Activity: Pick every line with "Киргизии" from the material below.

Top of Excerpted data

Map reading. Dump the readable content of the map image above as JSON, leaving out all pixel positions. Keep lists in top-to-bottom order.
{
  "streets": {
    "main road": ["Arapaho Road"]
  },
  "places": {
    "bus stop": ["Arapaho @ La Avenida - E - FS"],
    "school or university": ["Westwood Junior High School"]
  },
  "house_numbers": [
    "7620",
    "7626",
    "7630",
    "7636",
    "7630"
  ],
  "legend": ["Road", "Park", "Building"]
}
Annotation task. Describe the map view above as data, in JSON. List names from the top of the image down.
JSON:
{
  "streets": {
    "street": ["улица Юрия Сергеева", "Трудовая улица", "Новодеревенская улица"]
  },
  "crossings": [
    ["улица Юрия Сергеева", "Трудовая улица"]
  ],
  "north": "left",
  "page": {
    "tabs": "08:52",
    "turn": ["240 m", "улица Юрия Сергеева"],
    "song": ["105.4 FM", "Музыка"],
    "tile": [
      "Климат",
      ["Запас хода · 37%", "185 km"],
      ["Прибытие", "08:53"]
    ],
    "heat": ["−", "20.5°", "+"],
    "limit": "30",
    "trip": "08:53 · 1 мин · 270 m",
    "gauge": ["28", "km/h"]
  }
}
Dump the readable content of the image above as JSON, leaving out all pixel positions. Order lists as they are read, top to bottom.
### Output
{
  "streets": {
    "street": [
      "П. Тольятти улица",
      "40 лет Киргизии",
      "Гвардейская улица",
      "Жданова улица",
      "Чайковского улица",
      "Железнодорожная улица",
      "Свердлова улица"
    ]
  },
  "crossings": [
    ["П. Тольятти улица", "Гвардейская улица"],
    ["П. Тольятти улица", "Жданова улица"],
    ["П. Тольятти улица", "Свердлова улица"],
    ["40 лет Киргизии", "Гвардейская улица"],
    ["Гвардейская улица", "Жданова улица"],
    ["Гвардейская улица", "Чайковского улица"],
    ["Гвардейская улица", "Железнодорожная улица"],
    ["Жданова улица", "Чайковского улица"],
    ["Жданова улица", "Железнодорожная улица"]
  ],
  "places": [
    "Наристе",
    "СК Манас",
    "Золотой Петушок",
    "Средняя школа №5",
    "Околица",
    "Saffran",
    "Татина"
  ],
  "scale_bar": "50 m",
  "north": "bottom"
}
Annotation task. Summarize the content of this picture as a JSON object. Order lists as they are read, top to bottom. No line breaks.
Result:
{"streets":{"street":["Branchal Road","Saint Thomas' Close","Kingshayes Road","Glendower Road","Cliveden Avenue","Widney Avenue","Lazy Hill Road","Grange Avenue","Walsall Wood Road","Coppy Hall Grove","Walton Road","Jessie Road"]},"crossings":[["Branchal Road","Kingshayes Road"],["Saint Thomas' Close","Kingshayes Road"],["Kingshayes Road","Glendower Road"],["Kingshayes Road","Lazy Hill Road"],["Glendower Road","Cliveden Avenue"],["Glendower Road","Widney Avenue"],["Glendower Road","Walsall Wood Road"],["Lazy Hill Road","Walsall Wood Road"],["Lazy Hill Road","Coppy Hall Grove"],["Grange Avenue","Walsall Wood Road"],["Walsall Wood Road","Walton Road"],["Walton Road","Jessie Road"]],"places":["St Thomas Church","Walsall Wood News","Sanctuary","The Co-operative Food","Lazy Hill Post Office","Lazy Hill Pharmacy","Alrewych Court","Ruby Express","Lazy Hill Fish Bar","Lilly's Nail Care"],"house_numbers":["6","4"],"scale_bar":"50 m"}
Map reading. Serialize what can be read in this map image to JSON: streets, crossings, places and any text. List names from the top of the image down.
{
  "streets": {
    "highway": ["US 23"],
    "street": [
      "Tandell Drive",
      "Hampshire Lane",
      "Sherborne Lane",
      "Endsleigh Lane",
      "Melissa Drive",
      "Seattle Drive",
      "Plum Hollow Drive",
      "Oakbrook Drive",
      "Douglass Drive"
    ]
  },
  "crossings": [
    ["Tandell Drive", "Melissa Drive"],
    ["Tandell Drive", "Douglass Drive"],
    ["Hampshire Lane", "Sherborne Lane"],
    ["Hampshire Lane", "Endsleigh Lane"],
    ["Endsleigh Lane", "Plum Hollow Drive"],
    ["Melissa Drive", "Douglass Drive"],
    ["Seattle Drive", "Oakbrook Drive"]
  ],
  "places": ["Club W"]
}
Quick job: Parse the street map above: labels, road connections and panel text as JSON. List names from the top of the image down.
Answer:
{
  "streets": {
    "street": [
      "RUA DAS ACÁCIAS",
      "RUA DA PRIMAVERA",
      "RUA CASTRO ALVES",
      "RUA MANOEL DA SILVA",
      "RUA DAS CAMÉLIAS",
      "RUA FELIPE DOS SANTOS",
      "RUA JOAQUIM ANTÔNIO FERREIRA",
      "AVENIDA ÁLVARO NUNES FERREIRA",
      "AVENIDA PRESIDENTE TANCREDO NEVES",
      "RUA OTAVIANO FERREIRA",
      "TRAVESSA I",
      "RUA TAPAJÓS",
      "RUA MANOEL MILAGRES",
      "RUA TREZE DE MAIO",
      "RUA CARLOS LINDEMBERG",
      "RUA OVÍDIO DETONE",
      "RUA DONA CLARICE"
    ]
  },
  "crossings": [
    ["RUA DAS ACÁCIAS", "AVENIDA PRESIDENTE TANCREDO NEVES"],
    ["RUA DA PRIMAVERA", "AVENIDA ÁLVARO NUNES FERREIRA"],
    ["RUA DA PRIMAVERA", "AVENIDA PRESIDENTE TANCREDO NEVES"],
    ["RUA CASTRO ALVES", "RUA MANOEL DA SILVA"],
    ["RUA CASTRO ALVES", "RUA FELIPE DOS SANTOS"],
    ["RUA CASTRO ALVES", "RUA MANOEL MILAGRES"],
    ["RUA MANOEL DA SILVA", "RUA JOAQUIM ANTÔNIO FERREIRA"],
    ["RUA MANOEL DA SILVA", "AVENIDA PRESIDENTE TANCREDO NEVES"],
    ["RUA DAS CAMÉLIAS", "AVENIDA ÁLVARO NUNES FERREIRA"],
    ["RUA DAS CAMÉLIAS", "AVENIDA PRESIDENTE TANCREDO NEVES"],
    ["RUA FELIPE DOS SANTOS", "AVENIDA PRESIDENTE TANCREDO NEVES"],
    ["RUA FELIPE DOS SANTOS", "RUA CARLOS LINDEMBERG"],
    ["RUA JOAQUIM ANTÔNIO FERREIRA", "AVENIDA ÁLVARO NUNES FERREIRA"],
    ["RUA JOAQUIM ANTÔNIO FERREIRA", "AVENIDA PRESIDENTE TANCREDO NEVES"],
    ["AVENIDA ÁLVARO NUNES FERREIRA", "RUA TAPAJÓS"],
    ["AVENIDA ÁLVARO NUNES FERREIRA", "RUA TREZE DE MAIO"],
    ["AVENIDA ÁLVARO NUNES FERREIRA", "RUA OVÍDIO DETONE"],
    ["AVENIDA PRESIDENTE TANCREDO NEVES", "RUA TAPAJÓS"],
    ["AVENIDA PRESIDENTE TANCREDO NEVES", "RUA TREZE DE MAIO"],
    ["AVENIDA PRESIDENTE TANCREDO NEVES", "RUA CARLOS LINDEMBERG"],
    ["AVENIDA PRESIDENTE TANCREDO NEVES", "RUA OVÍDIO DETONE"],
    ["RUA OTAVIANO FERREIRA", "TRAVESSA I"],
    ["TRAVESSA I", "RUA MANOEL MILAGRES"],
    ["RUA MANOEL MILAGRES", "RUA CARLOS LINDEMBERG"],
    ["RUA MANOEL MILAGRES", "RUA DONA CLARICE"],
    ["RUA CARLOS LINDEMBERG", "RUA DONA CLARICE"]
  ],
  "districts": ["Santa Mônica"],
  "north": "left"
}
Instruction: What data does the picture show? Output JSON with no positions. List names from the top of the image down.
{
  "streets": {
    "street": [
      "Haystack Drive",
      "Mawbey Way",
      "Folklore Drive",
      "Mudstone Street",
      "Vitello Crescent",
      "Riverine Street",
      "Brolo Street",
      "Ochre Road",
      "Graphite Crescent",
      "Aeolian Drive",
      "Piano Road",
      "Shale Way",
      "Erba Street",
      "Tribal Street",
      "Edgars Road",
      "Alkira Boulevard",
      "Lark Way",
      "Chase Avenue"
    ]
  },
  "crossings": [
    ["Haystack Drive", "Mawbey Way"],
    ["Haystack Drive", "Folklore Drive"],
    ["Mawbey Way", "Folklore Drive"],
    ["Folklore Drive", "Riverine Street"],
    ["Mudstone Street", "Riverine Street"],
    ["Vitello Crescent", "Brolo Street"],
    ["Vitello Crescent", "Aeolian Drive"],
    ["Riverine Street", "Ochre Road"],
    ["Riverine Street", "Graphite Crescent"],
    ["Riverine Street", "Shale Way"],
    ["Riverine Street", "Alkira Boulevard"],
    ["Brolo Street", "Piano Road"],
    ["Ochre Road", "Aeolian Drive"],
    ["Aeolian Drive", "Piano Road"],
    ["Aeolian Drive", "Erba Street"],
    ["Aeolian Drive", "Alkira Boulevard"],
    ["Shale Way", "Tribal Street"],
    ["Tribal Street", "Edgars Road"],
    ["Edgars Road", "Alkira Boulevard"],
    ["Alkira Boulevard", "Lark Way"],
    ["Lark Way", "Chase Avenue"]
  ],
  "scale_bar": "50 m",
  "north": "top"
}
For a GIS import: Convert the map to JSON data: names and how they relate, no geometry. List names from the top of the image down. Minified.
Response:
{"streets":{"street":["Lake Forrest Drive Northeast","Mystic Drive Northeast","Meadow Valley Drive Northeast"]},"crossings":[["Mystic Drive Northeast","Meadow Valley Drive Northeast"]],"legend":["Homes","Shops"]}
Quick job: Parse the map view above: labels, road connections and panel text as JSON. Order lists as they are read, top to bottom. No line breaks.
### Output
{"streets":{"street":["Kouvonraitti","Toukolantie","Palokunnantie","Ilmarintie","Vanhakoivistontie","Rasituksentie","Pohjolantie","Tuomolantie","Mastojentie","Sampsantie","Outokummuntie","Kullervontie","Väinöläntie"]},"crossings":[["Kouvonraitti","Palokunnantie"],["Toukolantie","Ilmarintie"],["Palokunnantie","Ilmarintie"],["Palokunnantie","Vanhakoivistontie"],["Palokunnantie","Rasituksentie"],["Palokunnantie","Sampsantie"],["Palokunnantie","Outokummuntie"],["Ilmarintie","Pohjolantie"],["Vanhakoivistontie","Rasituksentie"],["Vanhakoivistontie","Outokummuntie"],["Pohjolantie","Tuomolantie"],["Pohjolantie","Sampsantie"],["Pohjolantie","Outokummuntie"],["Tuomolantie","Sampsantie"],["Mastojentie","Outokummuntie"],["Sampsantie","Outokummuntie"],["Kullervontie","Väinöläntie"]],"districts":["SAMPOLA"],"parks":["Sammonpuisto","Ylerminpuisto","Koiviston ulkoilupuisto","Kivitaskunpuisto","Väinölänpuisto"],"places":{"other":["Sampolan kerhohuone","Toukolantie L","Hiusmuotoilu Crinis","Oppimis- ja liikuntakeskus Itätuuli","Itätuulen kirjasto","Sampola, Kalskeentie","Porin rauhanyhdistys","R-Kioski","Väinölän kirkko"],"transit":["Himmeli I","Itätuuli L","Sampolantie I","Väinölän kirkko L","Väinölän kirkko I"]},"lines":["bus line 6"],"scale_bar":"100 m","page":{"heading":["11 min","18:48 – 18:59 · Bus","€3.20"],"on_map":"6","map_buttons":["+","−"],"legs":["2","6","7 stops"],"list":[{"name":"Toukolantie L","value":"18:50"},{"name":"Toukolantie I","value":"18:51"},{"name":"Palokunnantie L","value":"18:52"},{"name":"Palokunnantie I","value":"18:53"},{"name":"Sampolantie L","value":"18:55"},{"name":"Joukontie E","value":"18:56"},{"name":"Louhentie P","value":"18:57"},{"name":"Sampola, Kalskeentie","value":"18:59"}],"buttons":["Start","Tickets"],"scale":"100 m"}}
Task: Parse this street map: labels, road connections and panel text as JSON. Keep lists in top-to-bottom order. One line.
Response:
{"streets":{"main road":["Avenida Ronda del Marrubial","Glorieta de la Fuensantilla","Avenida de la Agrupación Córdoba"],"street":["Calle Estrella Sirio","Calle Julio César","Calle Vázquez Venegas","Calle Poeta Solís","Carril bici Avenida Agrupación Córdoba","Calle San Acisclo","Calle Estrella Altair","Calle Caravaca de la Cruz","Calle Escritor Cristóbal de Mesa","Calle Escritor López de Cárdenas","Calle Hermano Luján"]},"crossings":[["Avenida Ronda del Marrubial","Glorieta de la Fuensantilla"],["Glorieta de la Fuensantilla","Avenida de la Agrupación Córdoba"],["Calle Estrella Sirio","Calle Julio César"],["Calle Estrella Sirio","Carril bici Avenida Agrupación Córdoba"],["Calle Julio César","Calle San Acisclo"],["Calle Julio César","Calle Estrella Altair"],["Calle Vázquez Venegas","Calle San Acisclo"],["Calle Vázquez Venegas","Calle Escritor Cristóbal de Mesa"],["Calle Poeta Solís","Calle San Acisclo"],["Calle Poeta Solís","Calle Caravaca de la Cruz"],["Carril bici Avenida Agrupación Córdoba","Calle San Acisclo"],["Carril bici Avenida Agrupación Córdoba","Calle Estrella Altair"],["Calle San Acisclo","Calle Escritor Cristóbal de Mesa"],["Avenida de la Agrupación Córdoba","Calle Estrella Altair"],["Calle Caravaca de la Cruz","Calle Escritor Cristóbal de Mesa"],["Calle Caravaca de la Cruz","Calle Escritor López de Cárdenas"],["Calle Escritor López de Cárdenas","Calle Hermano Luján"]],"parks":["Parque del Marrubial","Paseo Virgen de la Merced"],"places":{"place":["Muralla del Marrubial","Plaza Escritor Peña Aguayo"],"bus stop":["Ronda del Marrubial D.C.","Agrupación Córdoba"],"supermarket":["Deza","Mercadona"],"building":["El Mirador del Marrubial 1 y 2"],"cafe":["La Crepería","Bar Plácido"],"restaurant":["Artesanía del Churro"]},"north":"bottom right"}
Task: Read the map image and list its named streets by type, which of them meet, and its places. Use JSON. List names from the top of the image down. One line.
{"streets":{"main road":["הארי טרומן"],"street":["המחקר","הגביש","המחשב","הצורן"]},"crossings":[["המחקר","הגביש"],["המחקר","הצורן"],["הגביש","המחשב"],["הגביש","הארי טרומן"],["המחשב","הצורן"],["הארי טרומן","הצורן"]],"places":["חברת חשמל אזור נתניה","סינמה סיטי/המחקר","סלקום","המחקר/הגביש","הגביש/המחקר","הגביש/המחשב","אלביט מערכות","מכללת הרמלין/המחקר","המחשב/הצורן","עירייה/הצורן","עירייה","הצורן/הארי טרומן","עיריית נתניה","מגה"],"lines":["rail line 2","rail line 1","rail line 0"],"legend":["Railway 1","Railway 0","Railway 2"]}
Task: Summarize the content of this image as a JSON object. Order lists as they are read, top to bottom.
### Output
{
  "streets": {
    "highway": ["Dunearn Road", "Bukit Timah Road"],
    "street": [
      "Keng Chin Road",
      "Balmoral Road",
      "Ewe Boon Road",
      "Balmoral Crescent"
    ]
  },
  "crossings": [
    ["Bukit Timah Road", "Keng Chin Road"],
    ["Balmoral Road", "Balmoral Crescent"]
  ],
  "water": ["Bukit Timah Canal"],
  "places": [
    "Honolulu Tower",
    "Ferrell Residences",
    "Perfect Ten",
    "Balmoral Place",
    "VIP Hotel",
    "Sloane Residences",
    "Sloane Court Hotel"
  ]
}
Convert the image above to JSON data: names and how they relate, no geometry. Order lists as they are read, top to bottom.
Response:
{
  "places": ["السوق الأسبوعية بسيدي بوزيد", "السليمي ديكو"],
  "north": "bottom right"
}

Bottom of Excerpted data

Exercise answer:
      "40 лет Киргизии",
    ["40 лет Киргизии", "Гвардейская улица"],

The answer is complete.